● **INPUT FOR THIS TASK**
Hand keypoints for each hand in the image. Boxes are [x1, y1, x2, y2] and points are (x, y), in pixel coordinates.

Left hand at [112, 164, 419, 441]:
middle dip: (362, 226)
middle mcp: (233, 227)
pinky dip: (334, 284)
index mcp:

...

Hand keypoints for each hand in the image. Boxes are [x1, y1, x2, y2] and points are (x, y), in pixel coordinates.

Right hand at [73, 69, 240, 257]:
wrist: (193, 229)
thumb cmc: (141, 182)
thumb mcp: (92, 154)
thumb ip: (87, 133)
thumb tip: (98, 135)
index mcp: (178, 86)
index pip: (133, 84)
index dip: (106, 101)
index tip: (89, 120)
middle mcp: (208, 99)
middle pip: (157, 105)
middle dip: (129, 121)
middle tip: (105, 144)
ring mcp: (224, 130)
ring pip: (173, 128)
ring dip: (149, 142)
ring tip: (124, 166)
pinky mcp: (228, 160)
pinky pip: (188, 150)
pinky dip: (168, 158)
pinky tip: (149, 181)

● **PROBLEM DESCRIPTION**
Could you restate word for word the lines above, from the one that contains "index mcp: (178, 86)" through the one that contains "pinky tip: (149, 181)", and no others?

● **EXERCISE OUTPUT**
index mcp: (178, 86)
index pip: (133, 84)
index dip: (106, 101)
index tip: (89, 120)
middle mcp: (208, 99)
middle pip: (157, 105)
middle dip: (129, 121)
middle tip: (105, 144)
ring mcp: (224, 130)
ring pip: (173, 128)
ring dip: (149, 142)
ring tip: (124, 166)
pinky mcp: (228, 160)
pinky pip: (188, 150)
pinky dip: (168, 158)
pinky tip: (149, 181)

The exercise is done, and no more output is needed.